It is not clear what significant change can emerge in the way Infosys is run as a result of the public spat between its founders, led by NR Narayana Murthy, and the board and management. If all that emerges as new is a little more rigour in the way compensation is fixed and greater transparency (read communication with founders) in the way the board handles such matters, then the question that is bound to be asked is: Was it much ado about very little?

What are the issues?

The chairman, R Seshasayee, has clearly stated that he is there as long as the shareholders want him and there is little doubt that a major section of shareholders have no problem with the way Infosys is being shepherded. Even proxy advisory firms, usually the first to raise the red flag on issues of corporate governance, don’t see this as an issue. In what looks like an attempt to assuage the bruised ego of an elderly person, the honorary paterfamilias if you like of the firm, Seshasayee has spoken to Murthy and presumably made the right kind of noises. In particular, neither the major shareholders nor the board is heeding Murthy’s idea that a nominee of his be made the co-chair.

But an issue was made of falling standards of corporate governance and it is important to take a look at the specifics. First is the issue of CEO Vishal Sikka’s compensation. But this is linked to performance, payable only if certain benchmarks are met. So in a way Sikka will have to earn his keep. It is just as well that Murthy has been careful not to say anything against Sikka because he was Murthy’s choice.

The second issue is severance pay, on which the board has admitted a degree of error. To put such controversies behind the company, its board has mandated the law firm Cyril Amarchand Mangaldas to formulate a revamped corporate governance code.

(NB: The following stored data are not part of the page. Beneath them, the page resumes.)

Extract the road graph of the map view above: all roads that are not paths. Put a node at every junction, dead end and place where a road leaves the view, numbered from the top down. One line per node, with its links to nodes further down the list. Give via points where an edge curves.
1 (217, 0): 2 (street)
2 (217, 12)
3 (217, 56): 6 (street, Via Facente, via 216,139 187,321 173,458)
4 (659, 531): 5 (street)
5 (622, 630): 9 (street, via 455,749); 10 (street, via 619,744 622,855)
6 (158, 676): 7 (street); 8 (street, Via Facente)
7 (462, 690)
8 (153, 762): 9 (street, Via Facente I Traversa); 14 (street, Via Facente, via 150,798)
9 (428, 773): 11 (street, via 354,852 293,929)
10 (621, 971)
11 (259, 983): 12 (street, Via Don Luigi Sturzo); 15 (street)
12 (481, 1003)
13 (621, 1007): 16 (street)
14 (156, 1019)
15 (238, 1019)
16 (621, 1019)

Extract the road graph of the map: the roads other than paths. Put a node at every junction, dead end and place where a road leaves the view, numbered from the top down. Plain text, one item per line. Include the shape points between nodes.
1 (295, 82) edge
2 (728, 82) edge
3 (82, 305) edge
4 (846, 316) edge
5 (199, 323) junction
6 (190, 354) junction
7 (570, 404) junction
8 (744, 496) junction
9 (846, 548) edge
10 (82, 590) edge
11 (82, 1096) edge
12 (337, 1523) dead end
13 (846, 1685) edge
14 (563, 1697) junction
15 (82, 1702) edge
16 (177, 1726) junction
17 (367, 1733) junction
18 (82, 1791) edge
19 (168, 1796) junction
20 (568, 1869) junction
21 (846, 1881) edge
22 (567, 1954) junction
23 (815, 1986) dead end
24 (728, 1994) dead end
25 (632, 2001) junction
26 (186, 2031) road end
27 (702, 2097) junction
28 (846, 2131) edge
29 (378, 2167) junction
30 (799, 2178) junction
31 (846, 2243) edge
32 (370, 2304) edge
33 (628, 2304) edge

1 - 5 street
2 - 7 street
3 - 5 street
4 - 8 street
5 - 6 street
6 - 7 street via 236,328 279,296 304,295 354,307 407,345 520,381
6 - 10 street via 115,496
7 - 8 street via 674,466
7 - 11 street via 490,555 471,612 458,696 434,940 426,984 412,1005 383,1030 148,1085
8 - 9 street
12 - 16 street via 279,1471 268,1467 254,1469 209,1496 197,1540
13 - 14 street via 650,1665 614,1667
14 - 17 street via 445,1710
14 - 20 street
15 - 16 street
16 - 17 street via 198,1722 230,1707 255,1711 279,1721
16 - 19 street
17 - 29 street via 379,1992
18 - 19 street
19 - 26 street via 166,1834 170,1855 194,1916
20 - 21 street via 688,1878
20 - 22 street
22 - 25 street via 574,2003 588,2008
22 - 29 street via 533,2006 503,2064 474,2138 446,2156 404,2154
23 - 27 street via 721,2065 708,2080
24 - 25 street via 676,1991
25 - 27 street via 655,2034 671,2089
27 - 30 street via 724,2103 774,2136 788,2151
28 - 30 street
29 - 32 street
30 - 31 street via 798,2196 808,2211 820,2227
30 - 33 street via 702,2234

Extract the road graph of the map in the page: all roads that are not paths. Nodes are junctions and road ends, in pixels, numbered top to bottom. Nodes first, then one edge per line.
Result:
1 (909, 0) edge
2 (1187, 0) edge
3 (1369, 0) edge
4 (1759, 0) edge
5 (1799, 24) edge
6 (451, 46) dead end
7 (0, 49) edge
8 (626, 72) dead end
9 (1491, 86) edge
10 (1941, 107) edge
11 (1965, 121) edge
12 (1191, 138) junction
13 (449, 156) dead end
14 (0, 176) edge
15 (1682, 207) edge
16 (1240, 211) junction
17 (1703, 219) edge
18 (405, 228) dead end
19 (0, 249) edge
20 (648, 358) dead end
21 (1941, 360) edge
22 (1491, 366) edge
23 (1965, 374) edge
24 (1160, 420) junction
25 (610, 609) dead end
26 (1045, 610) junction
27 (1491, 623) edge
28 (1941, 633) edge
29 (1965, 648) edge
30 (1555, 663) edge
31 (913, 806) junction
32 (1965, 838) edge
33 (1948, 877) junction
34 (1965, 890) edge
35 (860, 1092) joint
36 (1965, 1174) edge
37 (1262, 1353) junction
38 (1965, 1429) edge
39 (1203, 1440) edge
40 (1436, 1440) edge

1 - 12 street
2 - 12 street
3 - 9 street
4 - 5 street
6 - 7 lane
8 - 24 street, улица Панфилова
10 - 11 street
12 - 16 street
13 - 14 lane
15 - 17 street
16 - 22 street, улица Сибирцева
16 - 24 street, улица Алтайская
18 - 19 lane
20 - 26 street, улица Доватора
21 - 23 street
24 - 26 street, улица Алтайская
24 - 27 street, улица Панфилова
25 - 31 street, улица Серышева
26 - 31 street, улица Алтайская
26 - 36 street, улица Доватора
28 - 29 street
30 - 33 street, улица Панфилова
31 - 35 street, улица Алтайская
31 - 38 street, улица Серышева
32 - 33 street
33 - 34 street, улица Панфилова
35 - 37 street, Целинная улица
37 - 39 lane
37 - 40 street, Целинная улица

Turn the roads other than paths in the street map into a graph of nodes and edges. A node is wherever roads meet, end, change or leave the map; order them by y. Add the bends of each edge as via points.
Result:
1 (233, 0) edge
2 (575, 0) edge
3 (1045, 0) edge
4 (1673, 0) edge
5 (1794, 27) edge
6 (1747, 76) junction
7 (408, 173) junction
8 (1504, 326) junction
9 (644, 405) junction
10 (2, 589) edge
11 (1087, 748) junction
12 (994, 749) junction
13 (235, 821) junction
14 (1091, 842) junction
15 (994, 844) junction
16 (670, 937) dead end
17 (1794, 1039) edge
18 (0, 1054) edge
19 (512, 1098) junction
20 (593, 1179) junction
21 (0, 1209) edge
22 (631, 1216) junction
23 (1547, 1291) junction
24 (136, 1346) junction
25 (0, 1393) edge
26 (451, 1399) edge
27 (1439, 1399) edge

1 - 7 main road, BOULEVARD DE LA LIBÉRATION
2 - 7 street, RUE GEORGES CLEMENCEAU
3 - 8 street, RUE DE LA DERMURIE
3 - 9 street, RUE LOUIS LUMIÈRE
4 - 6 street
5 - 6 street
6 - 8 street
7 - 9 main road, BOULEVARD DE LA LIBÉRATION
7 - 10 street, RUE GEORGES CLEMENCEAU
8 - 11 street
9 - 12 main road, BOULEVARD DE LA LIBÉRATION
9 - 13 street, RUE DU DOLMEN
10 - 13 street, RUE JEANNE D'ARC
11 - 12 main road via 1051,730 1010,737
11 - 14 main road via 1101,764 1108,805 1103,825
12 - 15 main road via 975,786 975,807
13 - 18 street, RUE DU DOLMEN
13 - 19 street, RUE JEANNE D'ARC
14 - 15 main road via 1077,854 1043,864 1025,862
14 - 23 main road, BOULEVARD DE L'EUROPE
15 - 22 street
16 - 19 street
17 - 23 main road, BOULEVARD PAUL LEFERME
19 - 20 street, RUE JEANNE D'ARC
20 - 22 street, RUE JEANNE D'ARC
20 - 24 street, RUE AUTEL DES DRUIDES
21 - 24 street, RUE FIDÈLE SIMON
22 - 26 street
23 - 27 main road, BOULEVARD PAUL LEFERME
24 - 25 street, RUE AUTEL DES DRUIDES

But what is unfortunate is that Murthy has been quoted in an interview pointing to the feeling that huge severance pay could have been used as hush money to cover up something. Now it seems that Murthy did not quite express those words as his personal opinion. Since such an allegation or averment reflects on Sikka, it would have been well had it not been made in the first place.

Over the weekend Seshasayee announced after an interaction with Murthy that they had decided not to communicate with each other through the media but bilaterally. But indicating that all was not over and the chapter could not be closed as yet, Murthy thereafter said that he had not withdrawn his concerns. Thus the issue may continue to fester before it simmers down. Right now the final score seems to be: better and more transparent governance yes, board changes no.

Old school, new school

What is unlikely to go away is the cultural gap between Murthy and the current leadership of Infosys. Murthy clearly belongs to the old school which feels there should not be too much of a difference between compensation at the top and at the bottom. Also, huge compensations are anathema to him. Sikka and others are driven by linking compensation to performance without looking askance at it being too high occasionally.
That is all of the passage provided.